Okay, I’ve spent about two incredible nights stuffing my face into The Rose & the Dagger by Renee Ahdieh, the sequel to The Wrath & the Dawn. I still can’t believe that this is only a duology. I want more!
Anyway, we pick up from where the first book left the near destruction of Rey and Shazi leaving with Tariq. She finds herself among a questionable company and distrusts them. Meanwhile she searches for a way to break Khalid’s curse and end the terror hovering over their home. Things start to unravel and the stakes get higher. And there’s betrayal everywhere and a tyrant sultan…

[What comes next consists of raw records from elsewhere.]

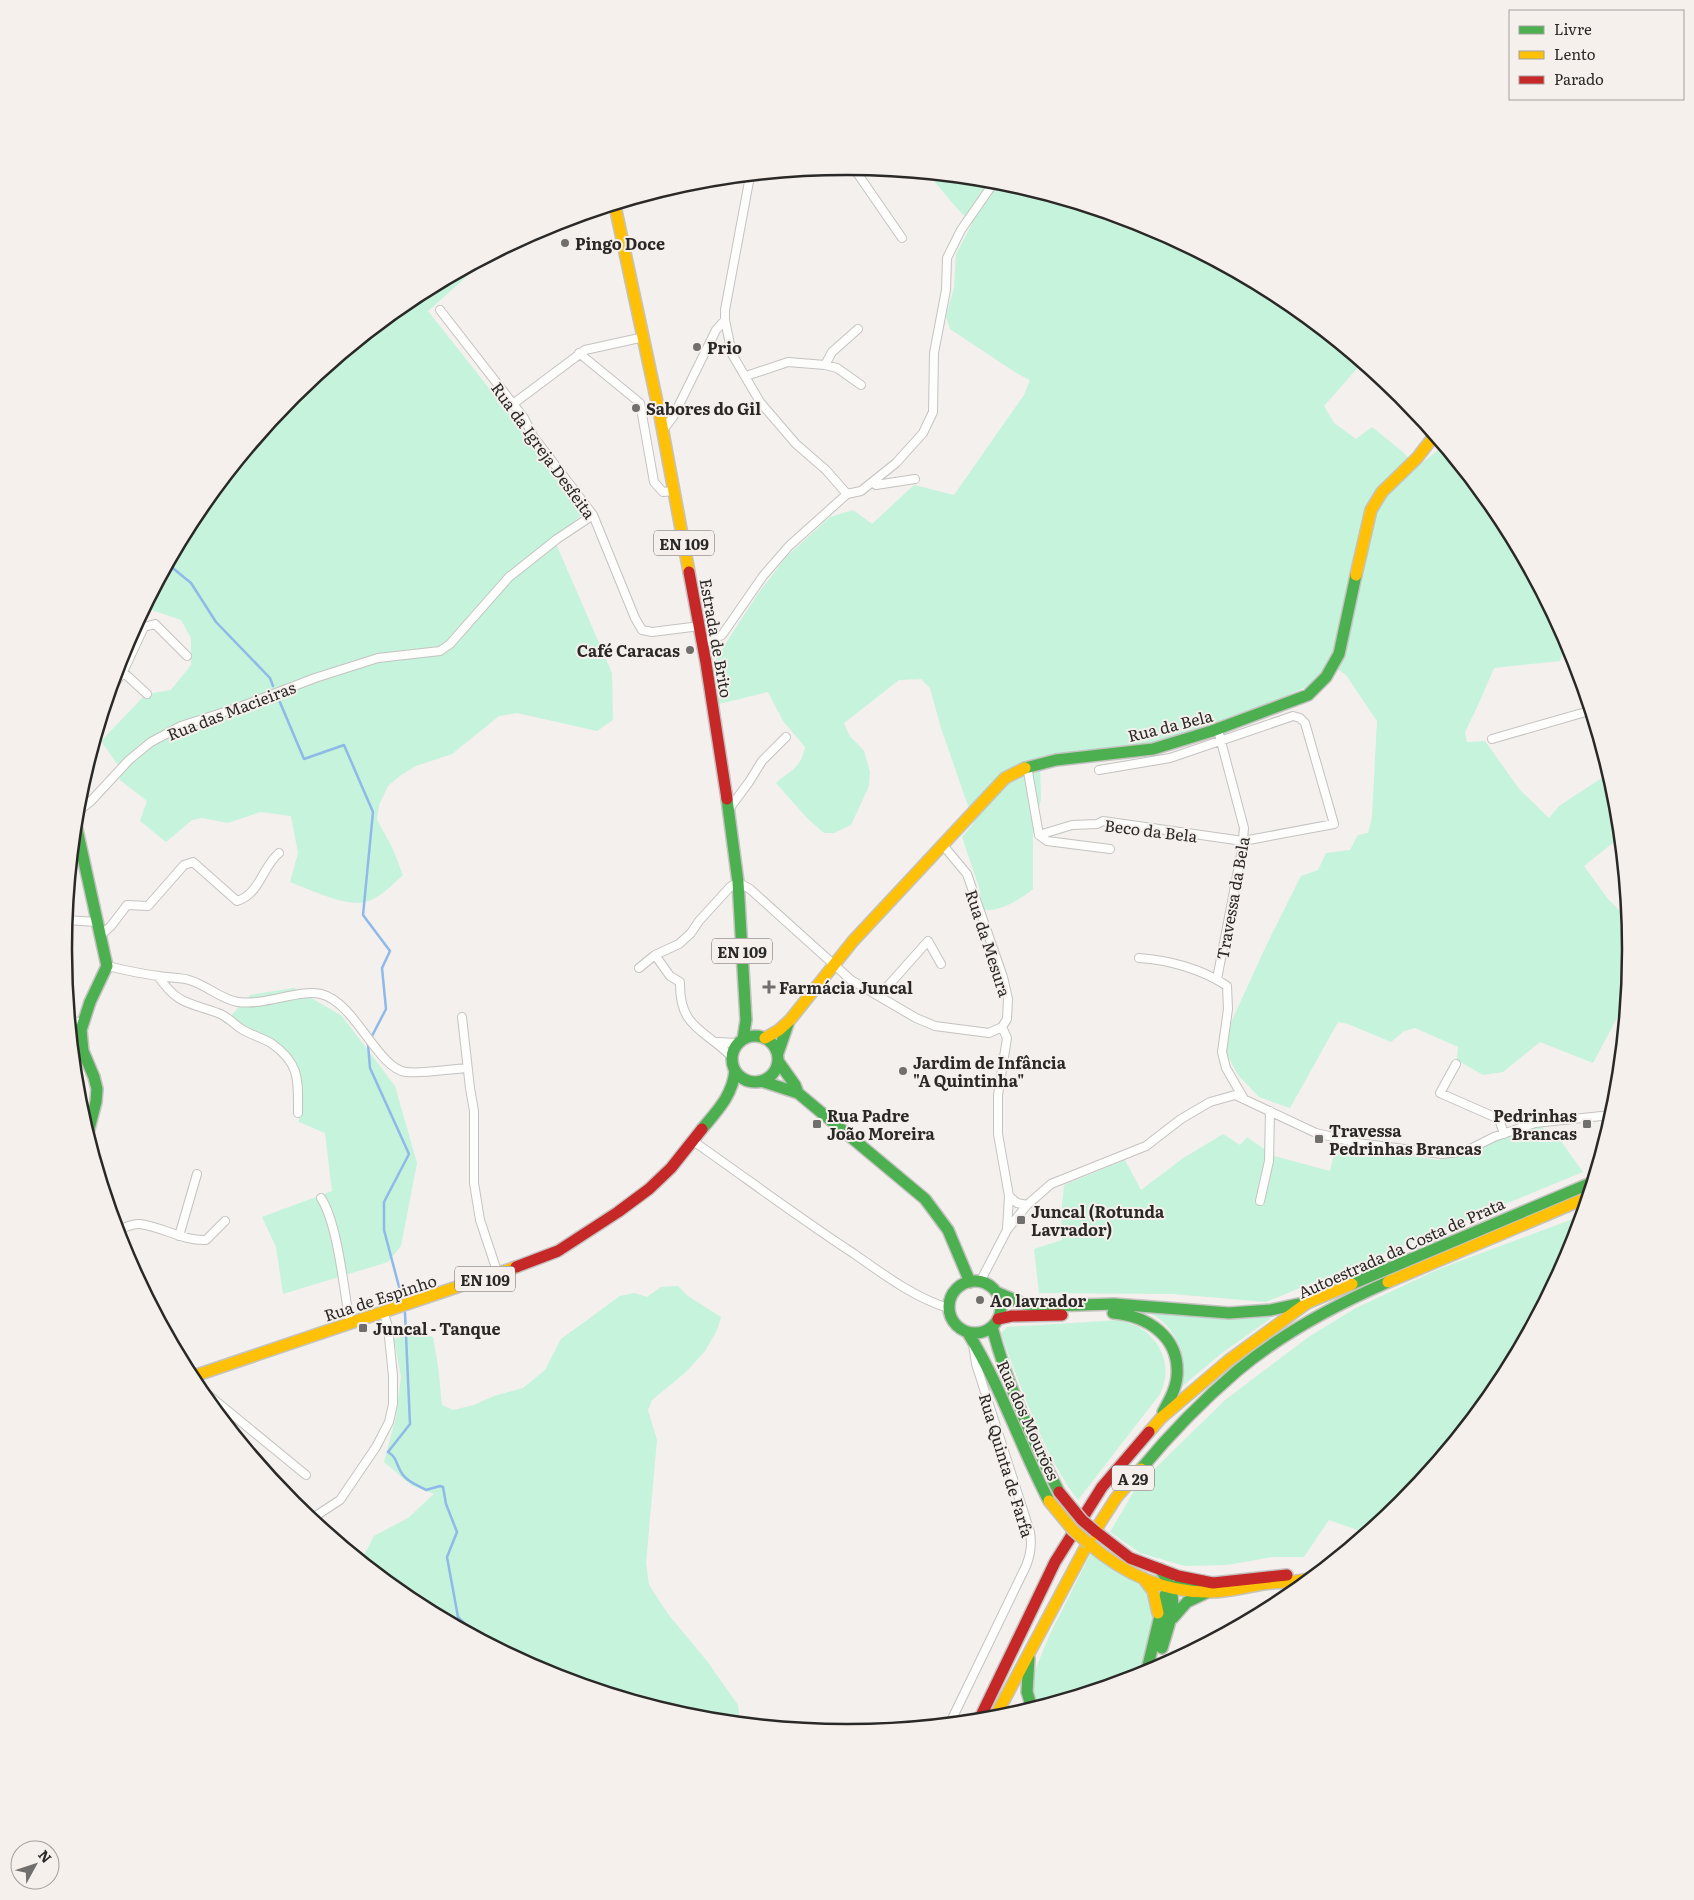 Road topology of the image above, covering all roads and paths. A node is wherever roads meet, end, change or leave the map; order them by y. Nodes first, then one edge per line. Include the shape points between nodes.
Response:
1 (859, 175) edge
2 (749, 182) edge
3 (990, 189) edge
4 (616, 211) edge
5 (902, 238) dead end
6 (440, 310) dead end
7 (725, 320) junction
8 (858, 328) dead end
9 (644, 337) junction
10 (579, 353) junction
11 (825, 365) junction
12 (746, 376) junction
13 (862, 386) dead end
14 (513, 404) junction
15 (662, 430) junction
16 (1430, 441) edge
17 (915, 479) dead end
18 (873, 483) junction
19 (674, 491) junction
20 (847, 494) junction
21 (593, 515) junction
22 (700, 626) junction
23 (702, 644) junction
24 (133, 649) edge
25 (187, 656) dead end
26 (124, 674) edge
27 (147, 694) dead end
28 (1584, 713) edge
29 (1218, 730) junction
30 (786, 737) dead end
31 (1492, 739) dead end
32 (1221, 742) junction
33 (1027, 766) junction
34 (1098, 770) dead end
35 (86, 805) edge
36 (729, 809) junction
37 (1334, 824) joint
38 (1039, 835) junction
39 (1243, 841) junction
40 (942, 844) junction
41 (80, 845) edge
42 (1110, 849) dead end
43 (279, 853) dead end
44 (738, 882) junction
45 (73, 920) edge
46 (96, 922) junction
47 (101, 935) junction
48 (655, 955) junction
49 (1139, 958) dead end
50 (941, 964) dead end
51 (107, 966) junction
52 (834, 966) junction
53 (639, 968) dead end
54 (158, 976) junction
55 (1217, 978) junction
56 (879, 996) junction
57 (462, 1017) dead end
58 (746, 1020) junction
59 (790, 1020) junction
60 (76, 1021) edge
61 (83, 1022) junction
62 (1002, 1027) junction
63 (761, 1037) junction
64 (714, 1041) junction
65 (740, 1041) junction
66 (732, 1056) junction
67 (778, 1057) junction
68 (1456, 1064) dead end
69 (467, 1068) junction
70 (735, 1070) junction
71 (757, 1082) junction
72 (798, 1093) junction
73 (727, 1098) junction
74 (1244, 1099) junction
75 (1270, 1111) junction
76 (298, 1113) dead end
77 (1603, 1116) edge
78 (91, 1117) edge
79 (1504, 1134) junction
80 (693, 1141) junction
81 (196, 1174) dead end
82 (1584, 1185) edge
83 (1009, 1196) junction
84 (321, 1198) dead end
85 (1260, 1201) dead end
86 (1579, 1201) edge
87 (1027, 1205) junction
88 (225, 1221) dead end
89 (124, 1227) edge
90 (1007, 1230) junction
91 (179, 1236) junction
92 (498, 1274) junction
93 (975, 1282) junction
94 (996, 1292) junction
95 (1307, 1302) junction
96 (948, 1308) junction
97 (384, 1313) junction
98 (995, 1323) junction
99 (350, 1324) junction
100 (970, 1336) junction
101 (200, 1374) edge
102 (222, 1406) edge
103 (1161, 1418) junction
104 (306, 1475) dead end
105 (317, 1515) edge
106 (1160, 1569) junction
107 (1302, 1576) edge
108 (1143, 1578) junction
109 (1202, 1581) junction
110 (1294, 1582) edge
111 (1173, 1588) junction
112 (1208, 1592) junction
113 (1164, 1621) junction
114 (1030, 1652) junction
115 (1158, 1659) edge
116 (1150, 1663) edge
117 (1030, 1702) edge
118 (999, 1710) edge
119 (983, 1712) edge
120 (953, 1717) edge

1 - 5 street
2 - 7 street
3 - 18 street via 961,230 947,258 946,290 934,353 932,412 923,433
4 - 9 main road, Estrada de Brito / EN 109
6 - 14 street, Rua da Igreja Desfeita
7 - 12 street via 732,354
7 - 15 street via 716,330 673,418
8 - 11 street via 832,352
9 - 10 street
9 - 15 main road, Estrada de Brito / EN 109
10 - 14 street
10 - 19 street via 640,404 654,482 663,492
11 - 12 street via 788,362
11 - 13 street via 836,368
12 - 20 street via 760,402 796,444
14 - 21 street, Rua da Igreja Desfeita
15 - 19 main road, Estrada de Brito / EN 109
16 - 29 main road, Rua da Bela via 1418,458 1382,492 1371,510 1339,654 1332,671 1308,696
17 - 18 street
18 - 20 street via 861,491
19 - 22 main road, Estrada de Brito / EN 109
20 - 23 street via 789,546 763,576 722,635
21 - 22 street, Rua da Igreja Desfeita via 642,630 652,632
21 - 35 street, Rua das Macieiras via 557,538 509,577 450,644 440,651 378,658 181,726 151,742 128,760
22 - 23 main road, Estrada de Brito / EN 109
23 - 36 main road, Estrada de Brito / EN 109
24 - 25 street via 144,627 155,624
26 - 27 street
28 - 31 street
29 - 32 street, Travessa da Bela
29 - 33 main road, Rua da Bela via 1151,750
30 - 36 street via 762,761
32 - 34 street, Rua da Bela via 1170,758
32 - 37 street, Rua da Bela via 1293,716 1300,718 1305,723
32 - 39 street, Travessa da Bela via 1244,828
33 - 38 street
33 - 40 main road, Rua da Bela via 1005,778
36 - 44 main road, Estrada de Brito / EN 109
37 - 39 street, Beco da Bela
38 - 39 street, Beco da Bela via 1104,821
38 - 42 street via 1046,841
39 - 55 street, Travessa da Bela
40 - 52 main road, Rua da Bela via 865,927
40 - 62 street, Rua da Mesura via 967,874 1003,977 1008,999 1007,1019
41 - 46 main road
43 - 47 street via 247,896 236,901 192,862 184,865 148,906 127,905
44 - 48 street via 699,921 691,934 679,944
44 - 52 street via 750,889
44 - 58 main road, Estrada de Brito / EN 109
45 - 46 street
46 - 47 main road
47 - 51 main road
48 - 53 street
48 - 64 street via 670,976 680,982 683,1010 691,1024
49 - 55 street via 1162,960
50 - 56 street via 928,941
51 - 54 street
51 - 61 main road
52 - 56 street
52 - 59 main road, Rua da Bela
54 - 69 street via 187,979 223,998 239,1002 269,1002 307,993 322,994 338,1004 396,1069 406,1072
54 - 76 street via 181,1001 221,1014 285,1055 298,1080
55 - 74 street via 1227,986 1228,1009 1222,1052 1226,1068
56 - 62 street via 936,1026 989,1033
57 - 69 street
58 - 63 main road
58 - 65 main road, Estrada de Brito / EN 109
59 - 63 main road, Rua da Bela via 779,1030
59 - 67 main road, Rua da Bela
60 - 61 street
61 - 78 main road via 81,1042 96,1084
62 - 83 street, Rua da Mesura via 1007,1038 998,1095 998,1134
63 - 65 main road
63 - 67 main road via 775,1047
64 - 65 street
64 - 66 street
65 - 66 main road, EN 109
66 - 70 main road, EN 109
67 - 71 main road, EN 109 via 773,1074
67 - 72 main road
68 - 79 street via 1440,1093 1499,1119
69 - 92 street via 474,1112 477,1202
70 - 71 main road via 746,1080
70 - 73 main road, Rua de Espinho / EN 109
71 - 72 main road
71 - 73 main road, Rua de Espinho / EN 109
72 - 93 main road via 931,1206 948,1230
73 - 80 main road, Rua de Espinho / EN 109
74 - 75 street
74 - 87 street via 1235,1095 1210,1102 1146,1146 1051,1184
75 - 79 street via 1316,1133 1358,1143 1442,1154 1466,1152
75 - 85 street via 1269,1161
77 - 79 street via 1535,1124
80 - 92 main road, Rua de Espinho / EN 109 via 649,1189 618,1212 558,1250
80 - 96 street via 885,1275 919,1297
81 - 91 street
82 - 95 main road, Autoestrada da Costa de Prata / A 29
83 - 87 street via 1017,1203
83 - 90 street, Rua da Mesura
84 - 99 street via 328,1208
86 - 114 main road, Autoestrada da Costa de Prata / A 29 via 1325,1312 1238,1370 1201,1403 1116,1498 1075,1566
87 - 90 street
88 - 91 street via 206,1240 195,1241
89 - 91 street via 140,1224
90 - 93 street
92 - 97 main road, Rua de Espinho / EN 109
93 - 94 main road
93 - 96 main road via 961,1285 954,1291
94 - 95 main road via 1024,1304 1114,1304 1229,1313 1271,1310
94 - 98 main road via 1000,1303
95 - 103 main road, Autoestrada da Costa de Prata / A 29 via 1228,1361
96 - 100 main road via 952,1322
97 - 99 main road, Rua de Espinho / EN 109
97 - 105 street via 393,1376 390,1422 340,1500
98 - 100 main road
98 - 103 main road via 1012,1316 1124,1313 1145,1319 1164,1334 1177,1366 1175,1386
98 - 106 main road, Rua dos Mourões, bridge via 998,1352 1059,1492 1082,1520 1109,1543 1130,1558
99 - 101 main road, Rua de Espinho / EN 109
100 - 108 main road, Rua dos Mourões, bridge via 986,1362 1049,1501 1101,1556
100 - 120 street, Rua Quinta de Farfa via 1032,1543 1026,1566
102 - 104 street
103 - 119 main road, Autoestrada da Costa de Prata / A 29 via 1102,1487 1077,1525 1055,1562
106 - 109 main road, Rua dos Mourões
106 - 111 main road
107 - 109 main road, Rua dos Mourões via 1266,1576 1213,1583
108 - 111 main road, Rua dos Mourões
108 - 113 main road via 1149,1584
109 - 111 main road
110 - 112 main road, Rua dos Mourões
111 - 112 main road, Rua dos Mourões
111 - 113 main road via 1175,1599
112 - 113 main road via 1188,1602
113 - 115 main road
113 - 116 main road
114 - 117 main road via 1027,1692
114 - 118 main road, Autoestrada da Costa de Prata / A 29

Like Wrath, I fell in love with this book. The writing is so rich and sensational – it’s like hands caressing me. The high stakes are so high that I was on the edge of seat or burying myself deeper into my bed, trying to control the feels. There are twists and turns that left my mouth open. The book also made me ship a few couples like Irsa and Rahmid. I don’t ship Despina and Jalal. I think Jalal deserves better. I don’t trust Despina even after the ending. Forgive my cold heart. Friendship is valuable to me.
I didn’t see much character development coming from Shazi and Khalid, to an extent. The book is plot-driven rather than character-driven. Even though it’s refreshing to have the main character to use their powers to a minimum, I wanted to see more of Shazi using her powers. She does embrace them though.
At times especially towards the end, I felt that the characters, in particular Shazi, were distant, and I thought Salim, the Sultan of Parthia, could’ve been fleshed out more. But I thought Yasmine’s development and role was great. There’s girlpower, the female characters kicking ass. Not just with weapons but with their minds. They click together so well.
I thought the climax was slightly anticlimatic and it was more telling than showing. The breaking the curse part was a little too easy. The getting to the source that breaks the curse was great, sending palpitations, but the struggle, the action of breaking it was too easy. I wish that the struggle was met with stronger obstacles and expanded enough to feel a deep cut in me. The ending gave off a fairytale vibe, too happy and all and it’s an epilogue set years later (annoying usually for me) – but I love it.
Rooting for the characters and the quest made me give the flaws a pass and made my reading nights magical.
If you love retellings, magic-related stories, fantasy novels with PoC, and Arabian Nights, then I recommend The Rose & the Dagger.
Rating: How about 10,000 out of 10,000, yeah?
PS. Dear Renee, please write one more book about Shazi and Khalid.